§ TASK: Your response should be the complete data, transcribed exactly.

§ MATERIAL SUPPLIED:
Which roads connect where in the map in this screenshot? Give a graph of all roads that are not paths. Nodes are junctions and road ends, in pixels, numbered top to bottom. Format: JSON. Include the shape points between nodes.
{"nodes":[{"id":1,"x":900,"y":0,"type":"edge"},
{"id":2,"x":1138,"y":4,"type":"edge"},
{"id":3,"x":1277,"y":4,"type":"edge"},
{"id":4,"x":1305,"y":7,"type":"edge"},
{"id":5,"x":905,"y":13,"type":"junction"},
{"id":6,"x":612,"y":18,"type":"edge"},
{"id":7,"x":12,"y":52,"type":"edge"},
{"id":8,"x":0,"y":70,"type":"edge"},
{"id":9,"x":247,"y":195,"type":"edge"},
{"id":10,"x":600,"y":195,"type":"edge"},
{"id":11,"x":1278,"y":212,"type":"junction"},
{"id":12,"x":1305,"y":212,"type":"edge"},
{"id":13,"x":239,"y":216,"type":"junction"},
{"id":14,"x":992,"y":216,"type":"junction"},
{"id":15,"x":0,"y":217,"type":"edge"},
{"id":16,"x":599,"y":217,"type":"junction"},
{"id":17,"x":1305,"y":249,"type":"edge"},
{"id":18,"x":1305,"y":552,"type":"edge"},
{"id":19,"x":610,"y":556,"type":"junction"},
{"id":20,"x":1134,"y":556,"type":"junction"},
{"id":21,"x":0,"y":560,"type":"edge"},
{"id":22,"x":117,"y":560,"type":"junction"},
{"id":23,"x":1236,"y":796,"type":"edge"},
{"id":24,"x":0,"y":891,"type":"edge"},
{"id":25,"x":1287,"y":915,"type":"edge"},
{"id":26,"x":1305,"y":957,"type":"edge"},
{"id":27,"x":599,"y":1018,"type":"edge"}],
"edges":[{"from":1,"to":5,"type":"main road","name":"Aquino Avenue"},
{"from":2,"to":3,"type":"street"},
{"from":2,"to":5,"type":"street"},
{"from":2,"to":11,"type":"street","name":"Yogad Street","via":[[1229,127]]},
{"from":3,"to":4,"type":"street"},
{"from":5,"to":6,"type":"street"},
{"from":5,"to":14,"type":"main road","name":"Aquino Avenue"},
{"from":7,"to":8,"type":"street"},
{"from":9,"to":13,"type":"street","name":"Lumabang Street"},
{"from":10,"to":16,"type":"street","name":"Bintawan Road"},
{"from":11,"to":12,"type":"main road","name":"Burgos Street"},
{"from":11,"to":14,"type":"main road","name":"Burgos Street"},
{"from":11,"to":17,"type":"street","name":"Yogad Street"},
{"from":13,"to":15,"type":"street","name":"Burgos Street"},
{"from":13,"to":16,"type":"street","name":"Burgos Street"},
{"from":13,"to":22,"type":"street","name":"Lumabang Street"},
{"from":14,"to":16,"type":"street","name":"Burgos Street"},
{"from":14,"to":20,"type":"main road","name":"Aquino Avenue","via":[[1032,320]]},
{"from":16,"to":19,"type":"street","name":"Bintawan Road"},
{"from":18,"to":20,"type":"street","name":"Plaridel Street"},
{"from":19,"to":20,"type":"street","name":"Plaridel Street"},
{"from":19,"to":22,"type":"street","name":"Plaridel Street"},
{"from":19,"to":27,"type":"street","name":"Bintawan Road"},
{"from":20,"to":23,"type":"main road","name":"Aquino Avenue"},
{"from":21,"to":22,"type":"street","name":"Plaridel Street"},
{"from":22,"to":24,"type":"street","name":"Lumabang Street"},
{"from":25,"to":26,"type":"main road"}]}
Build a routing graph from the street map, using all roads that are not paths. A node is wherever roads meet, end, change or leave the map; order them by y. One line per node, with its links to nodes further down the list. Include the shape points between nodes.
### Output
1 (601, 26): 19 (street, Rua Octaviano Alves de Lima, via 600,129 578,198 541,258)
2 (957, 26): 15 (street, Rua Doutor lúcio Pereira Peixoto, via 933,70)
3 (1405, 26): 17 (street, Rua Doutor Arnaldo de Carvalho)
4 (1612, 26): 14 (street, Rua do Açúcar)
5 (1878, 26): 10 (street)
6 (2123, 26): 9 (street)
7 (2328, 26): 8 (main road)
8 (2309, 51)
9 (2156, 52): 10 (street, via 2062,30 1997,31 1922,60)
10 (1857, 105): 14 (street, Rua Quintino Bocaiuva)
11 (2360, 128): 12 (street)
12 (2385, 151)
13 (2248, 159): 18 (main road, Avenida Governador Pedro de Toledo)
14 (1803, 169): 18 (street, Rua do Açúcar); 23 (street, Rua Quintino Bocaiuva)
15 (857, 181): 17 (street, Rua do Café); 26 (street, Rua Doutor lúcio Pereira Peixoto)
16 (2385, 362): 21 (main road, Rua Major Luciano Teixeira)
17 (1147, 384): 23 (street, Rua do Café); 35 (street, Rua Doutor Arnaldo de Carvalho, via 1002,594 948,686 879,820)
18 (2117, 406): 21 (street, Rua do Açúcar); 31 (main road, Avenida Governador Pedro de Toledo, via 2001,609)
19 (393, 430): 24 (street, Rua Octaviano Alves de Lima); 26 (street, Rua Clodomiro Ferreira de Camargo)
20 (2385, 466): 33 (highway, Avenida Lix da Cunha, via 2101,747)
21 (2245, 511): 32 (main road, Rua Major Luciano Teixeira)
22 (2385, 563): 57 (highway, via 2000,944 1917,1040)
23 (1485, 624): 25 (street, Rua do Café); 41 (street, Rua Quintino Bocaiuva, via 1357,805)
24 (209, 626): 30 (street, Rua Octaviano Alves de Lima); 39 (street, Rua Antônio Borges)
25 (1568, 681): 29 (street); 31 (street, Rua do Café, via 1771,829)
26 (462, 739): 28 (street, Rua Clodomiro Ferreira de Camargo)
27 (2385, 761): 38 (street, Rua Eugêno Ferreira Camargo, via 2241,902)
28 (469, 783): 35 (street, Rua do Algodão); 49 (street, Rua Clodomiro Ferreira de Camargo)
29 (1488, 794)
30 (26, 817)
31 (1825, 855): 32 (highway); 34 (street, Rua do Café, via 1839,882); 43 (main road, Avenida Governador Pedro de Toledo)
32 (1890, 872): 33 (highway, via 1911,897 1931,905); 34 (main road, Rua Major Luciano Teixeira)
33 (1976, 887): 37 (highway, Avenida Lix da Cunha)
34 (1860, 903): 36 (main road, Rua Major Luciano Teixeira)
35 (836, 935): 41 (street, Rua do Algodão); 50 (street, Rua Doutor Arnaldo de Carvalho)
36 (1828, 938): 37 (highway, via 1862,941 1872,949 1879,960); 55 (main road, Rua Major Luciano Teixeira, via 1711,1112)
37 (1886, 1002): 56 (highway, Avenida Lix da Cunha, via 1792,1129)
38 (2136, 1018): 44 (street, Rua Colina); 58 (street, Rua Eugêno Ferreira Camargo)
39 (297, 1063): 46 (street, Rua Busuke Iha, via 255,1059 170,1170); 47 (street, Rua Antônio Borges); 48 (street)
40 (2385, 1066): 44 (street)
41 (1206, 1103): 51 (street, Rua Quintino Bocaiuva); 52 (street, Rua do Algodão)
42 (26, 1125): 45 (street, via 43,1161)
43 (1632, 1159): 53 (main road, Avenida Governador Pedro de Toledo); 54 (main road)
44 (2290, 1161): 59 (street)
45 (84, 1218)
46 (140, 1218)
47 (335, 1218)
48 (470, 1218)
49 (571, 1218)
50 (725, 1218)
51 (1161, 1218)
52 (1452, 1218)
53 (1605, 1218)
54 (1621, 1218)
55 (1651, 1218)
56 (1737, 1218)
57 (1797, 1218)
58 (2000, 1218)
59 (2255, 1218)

§ TASK SOLUTION:
Which roads connect where in the map in this screenshot? Give a graph of all roads that are not paths. Nodes are junctions and road ends, in pixels, numbered top to bottom. Format: JSON. Include the shape points between nodes.
{"nodes":[{"id":1,"x":900,"y":0,"type":"edge"},
{"id":2,"x":1138,"y":4,"type":"edge"},
{"id":3,"x":1277,"y":4,"type":"edge"},
{"id":4,"x":1305,"y":7,"type":"edge"},
{"id":5,"x":905,"y":13,"type":"junction"},
{"id":6,"x":612,"y":18,"type":"edge"},
{"id":7,"x":12,"y":52,"type":"edge"},
{"id":8,"x":0,"y":70,"type":"edge"},
{"id":9,"x":247,"y":195,"type":"edge"},
{"id":10,"x":600,"y":195,"type":"edge"},
{"id":11,"x":1278,"y":212,"type":"junction"},
{"id":12,"x":1305,"y":212,"type":"edge"},
{"id":13,"x":239,"y":216,"type":"junction"},
{"id":14,"x":992,"y":216,"type":"junction"},
{"id":15,"x":0,"y":217,"type":"edge"},
{"id":16,"x":599,"y":217,"type":"junction"},
{"id":17,"x":1305,"y":249,"type":"edge"},
{"id":18,"x":1305,"y":552,"type":"edge"},
{"id":19,"x":610,"y":556,"type":"junction"},
{"id":20,"x":1134,"y":556,"type":"junction"},
{"id":21,"x":0,"y":560,"type":"edge"},
{"id":22,"x":117,"y":560,"type":"junction"},
{"id":23,"x":1236,"y":796,"type":"edge"},
{"id":24,"x":0,"y":891,"type":"edge"},
{"id":25,"x":1287,"y":915,"type":"edge"},
{"id":26,"x":1305,"y":957,"type":"edge"},
{"id":27,"x":599,"y":1018,"type":"edge"}],
"edges":[{"from":1,"to":5,"type":"main road","name":"Aquino Avenue"},
{"from":2,"to":3,"type":"street"},
{"from":2,"to":5,"type":"street"},
{"from":2,"to":11,"type":"street","name":"Yogad Street","via":[[1229,127]]},
{"from":3,"to":4,"type":"street"},
{"from":5,"to":6,"type":"street"},
{"from":5,"to":14,"type":"main road","name":"Aquino Avenue"},
{"from":7,"to":8,"type":"street"},
{"from":9,"to":13,"type":"street","name":"Lumabang Street"},
{"from":10,"to":16,"type":"street","name":"Bintawan Road"},
{"from":11,"to":12,"type":"main road","name":"Burgos Street"},
{"from":11,"to":14,"type":"main road","name":"Burgos Street"},
{"from":11,"to":17,"type":"street","name":"Yogad Street"},
{"from":13,"to":15,"type":"street","name":"Burgos Street"},
{"from":13,"to":16,"type":"street","name":"Burgos Street"},
{"from":13,"to":22,"type":"street","name":"Lumabang Street"},
{"from":14,"to":16,"type":"street","name":"Burgos Street"},
{"from":14,"to":20,"type":"main road","name":"Aquino Avenue","via":[[1032,320]]},
{"from":16,"to":19,"type":"street","name":"Bintawan Road"},
{"from":18,"to":20,"type":"street","name":"Plaridel Street"},
{"from":19,"to":20,"type":"street","name":"Plaridel Street"},
{"from":19,"to":22,"type":"street","name":"Plaridel Street"},
{"from":19,"to":27,"type":"street","name":"Bintawan Road"},
{"from":20,"to":23,"type":"main road","name":"Aquino Avenue"},
{"from":21,"to":22,"type":"street","name":"Plaridel Street"},
{"from":22,"to":24,"type":"street","name":"Lumabang Street"},
{"from":25,"to":26,"type":"main road"}]}
Build a routing graph from the street map, using all roads that are not paths. A node is wherever roads meet, end, change or leave the map; order them by y. One line per node, with its links to nodes further down the list. Include the shape points between nodes.
### Output
1 (601, 26): 19 (street, Rua Octaviano Alves de Lima, via 600,129 578,198 541,258)
2 (957, 26): 15 (street, Rua Doutor lúcio Pereira Peixoto, via 933,70)
3 (1405, 26): 17 (street, Rua Doutor Arnaldo de Carvalho)
4 (1612, 26): 14 (street, Rua do Açúcar)
5 (1878, 26): 10 (street)
6 (2123, 26): 9 (street)
7 (2328, 26): 8 (main road)
8 (2309, 51)
9 (2156, 52): 10 (street, via 2062,30 1997,31 1922,60)
10 (1857, 105): 14 (street, Rua Quintino Bocaiuva)
11 (2360, 128): 12 (street)
12 (2385, 151)
13 (2248, 159): 18 (main road, Avenida Governador Pedro de Toledo)
14 (1803, 169): 18 (street, Rua do Açúcar); 23 (street, Rua Quintino Bocaiuva)
15 (857, 181): 17 (street, Rua do Café); 26 (street, Rua Doutor lúcio Pereira Peixoto)
16 (2385, 362): 21 (main road, Rua Major Luciano Teixeira)
17 (1147, 384): 23 (street, Rua do Café); 35 (street, Rua Doutor Arnaldo de Carvalho, via 1002,594 948,686 879,820)
18 (2117, 406): 21 (street, Rua do Açúcar); 31 (main road, Avenida Governador Pedro de Toledo, via 2001,609)
19 (393, 430): 24 (street, Rua Octaviano Alves de Lima); 26 (street, Rua Clodomiro Ferreira de Camargo)
20 (2385, 466): 33 (highway, Avenida Lix da Cunha, via 2101,747)
21 (2245, 511): 32 (main road, Rua Major Luciano Teixeira)
22 (2385, 563): 57 (highway, via 2000,944 1917,1040)
23 (1485, 624): 25 (street, Rua do Café); 41 (street, Rua Quintino Bocaiuva, via 1357,805)
24 (209, 626): 30 (street, Rua Octaviano Alves de Lima); 39 (street, Rua Antônio Borges)
25 (1568, 681): 29 (street); 31 (street, Rua do Café, via 1771,829)
26 (462, 739): 28 (street, Rua Clodomiro Ferreira de Camargo)
27 (2385, 761): 38 (street, Rua Eugêno Ferreira Camargo, via 2241,902)
28 (469, 783): 35 (street, Rua do Algodão); 49 (street, Rua Clodomiro Ferreira de Camargo)
29 (1488, 794)
30 (26, 817)
31 (1825, 855): 32 (highway); 34 (street, Rua do Café, via 1839,882); 43 (main road, Avenida Governador Pedro de Toledo)
32 (1890, 872): 33 (highway, via 1911,897 1931,905); 34 (main road, Rua Major Luciano Teixeira)
33 (1976, 887): 37 (highway, Avenida Lix da Cunha)
34 (1860, 903): 36 (main road, Rua Major Luciano Teixeira)
35 (836, 935): 41 (street, Rua do Algodão); 50 (street, Rua Doutor Arnaldo de Carvalho)
36 (1828, 938): 37 (highway, via 1862,941 1872,949 1879,960); 55 (main road, Rua Major Luciano Teixeira, via 1711,1112)
37 (1886, 1002): 56 (highway, Avenida Lix da Cunha, via 1792,1129)
38 (2136, 1018): 44 (street, Rua Colina); 58 (street, Rua Eugêno Ferreira Camargo)
39 (297, 1063): 46 (street, Rua Busuke Iha, via 255,1059 170,1170); 47 (street, Rua Antônio Borges); 48 (street)
40 (2385, 1066): 44 (street)
41 (1206, 1103): 51 (street, Rua Quintino Bocaiuva); 52 (street, Rua do Algodão)
42 (26, 1125): 45 (street, via 43,1161)
43 (1632, 1159): 53 (main road, Avenida Governador Pedro de Toledo); 54 (main road)
44 (2290, 1161): 59 (street)
45 (84, 1218)
46 (140, 1218)
47 (335, 1218)
48 (470, 1218)
49 (571, 1218)
50 (725, 1218)
51 (1161, 1218)
52 (1452, 1218)
53 (1605, 1218)
54 (1621, 1218)
55 (1651, 1218)
56 (1737, 1218)
57 (1797, 1218)
58 (2000, 1218)
59 (2255, 1218)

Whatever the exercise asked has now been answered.